----- Exercise material

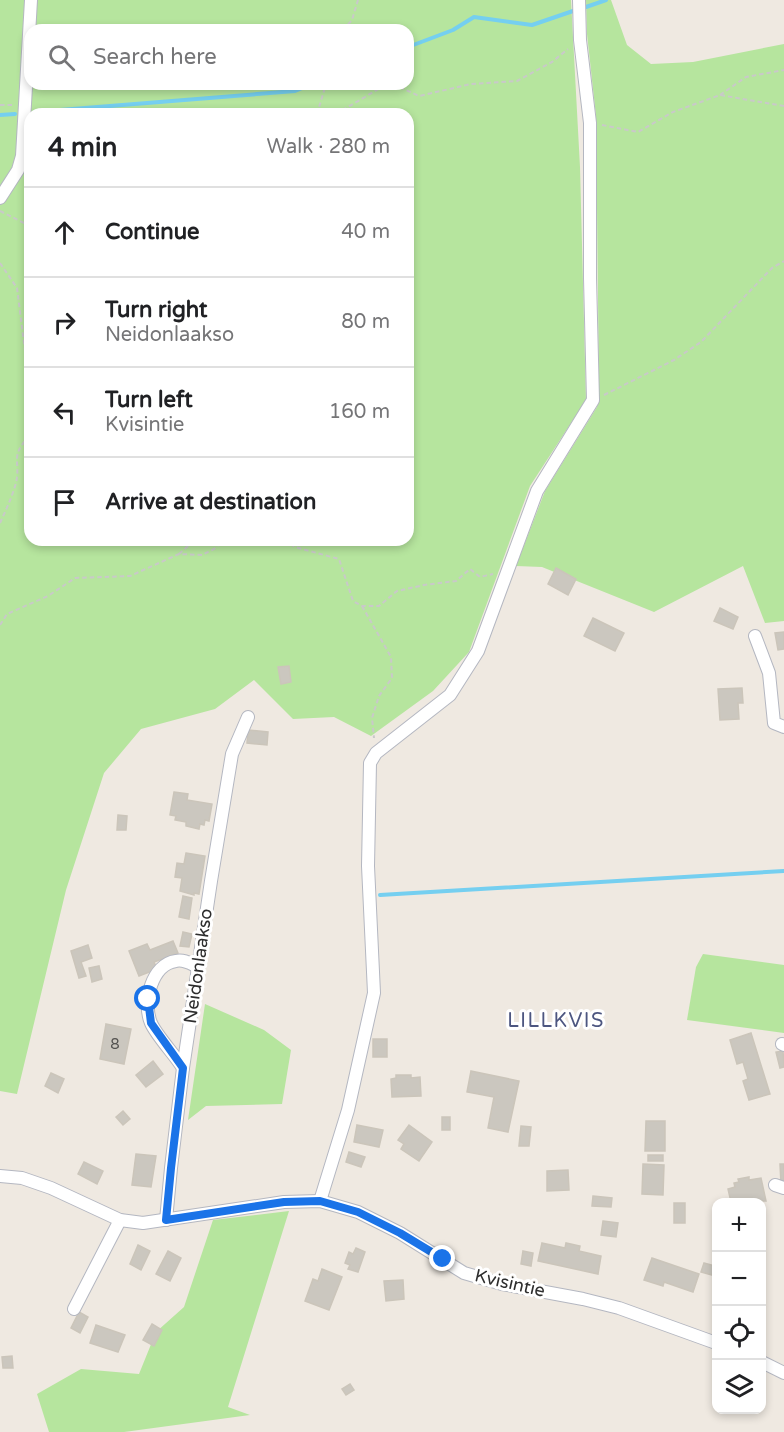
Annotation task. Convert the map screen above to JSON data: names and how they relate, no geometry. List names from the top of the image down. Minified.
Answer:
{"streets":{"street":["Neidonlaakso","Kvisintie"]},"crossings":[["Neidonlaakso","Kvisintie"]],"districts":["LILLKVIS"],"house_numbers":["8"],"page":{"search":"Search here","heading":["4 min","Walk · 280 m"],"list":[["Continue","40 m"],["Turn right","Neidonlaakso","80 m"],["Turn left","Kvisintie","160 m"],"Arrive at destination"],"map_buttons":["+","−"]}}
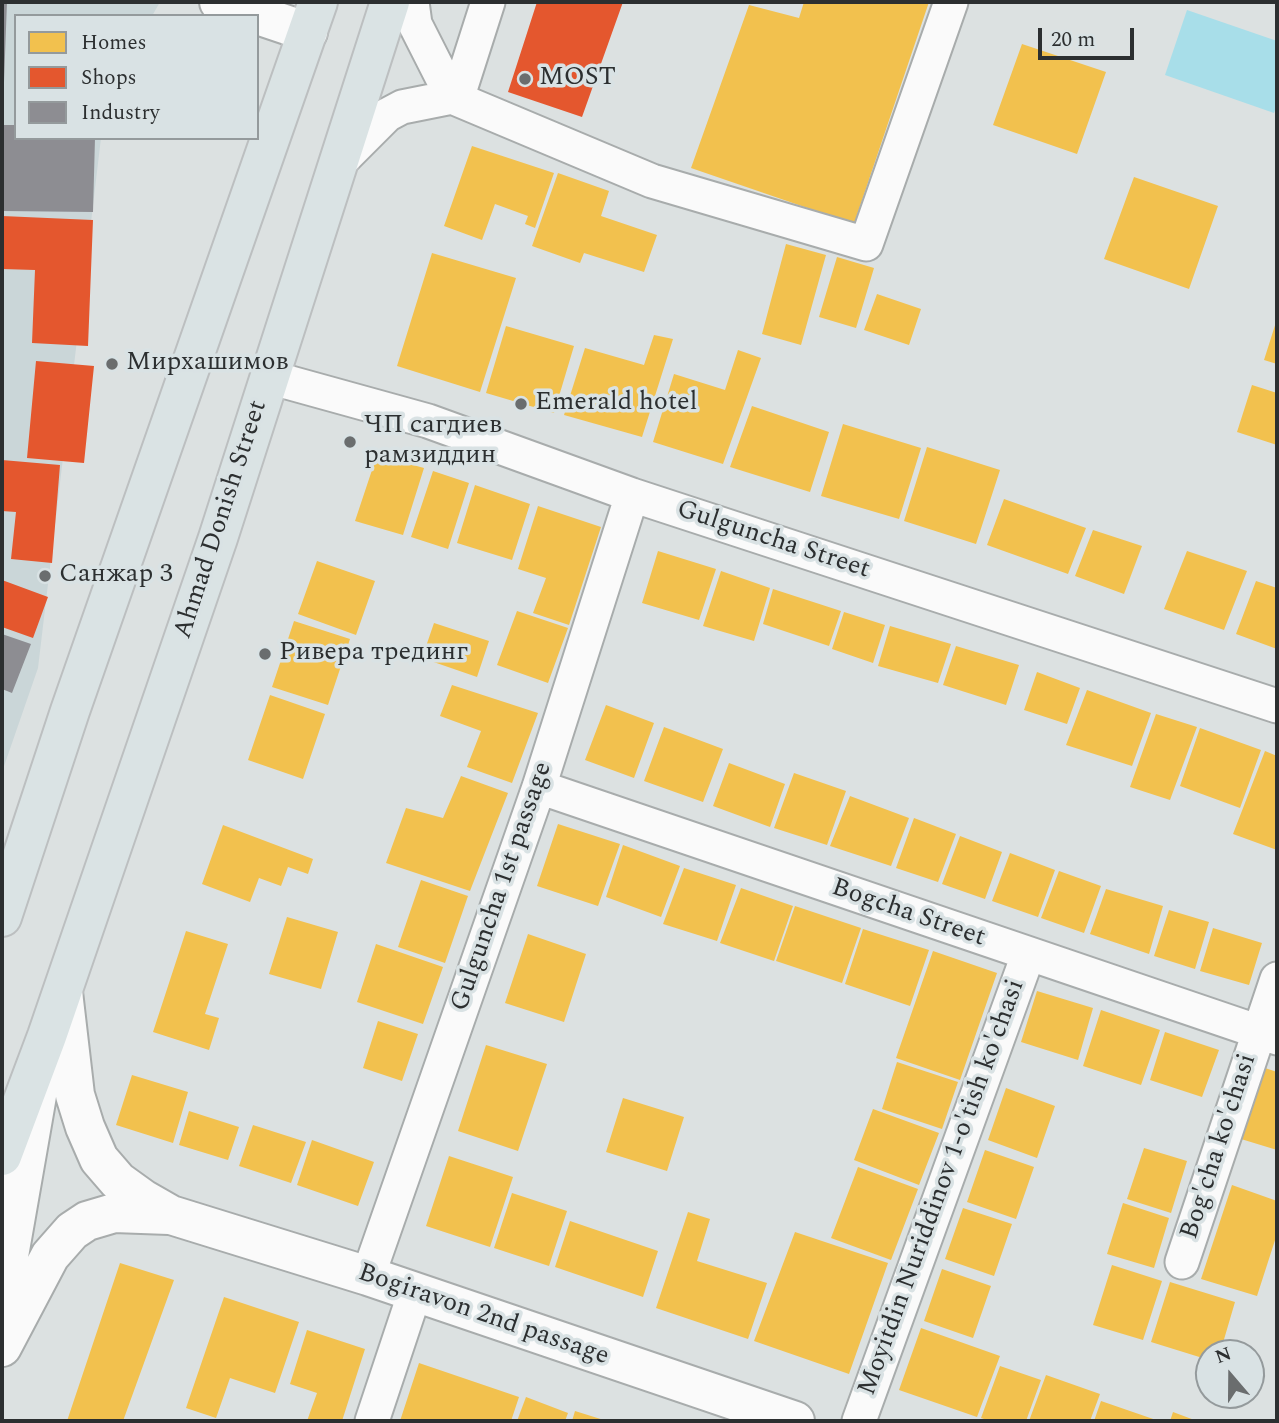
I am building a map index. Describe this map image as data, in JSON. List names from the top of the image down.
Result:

----------

Prompt — Would you set down the entries exactly as given, minus their pictures?

Response area —
Annotation task. Convert the map screen above to JSON data: names and how they relate, no geometry. List names from the top of the image down. Minified.
Answer:
{"streets":{"street":["Neidonlaakso","Kvisintie"]},"crossings":[["Neidonlaakso","Kvisintie"]],"districts":["LILLKVIS"],"house_numbers":["8"],"page":{"search":"Search here","heading":["4 min","Walk · 280 m"],"list":[["Continue","40 m"],["Turn right","Neidonlaakso","80 m"],["Turn left","Kvisintie","160 m"],"Arrive at destination"],"map_buttons":["+","−"]}}
I am building a map index. Describe this map image as data, in JSON. List names from the top of the image down.
Result:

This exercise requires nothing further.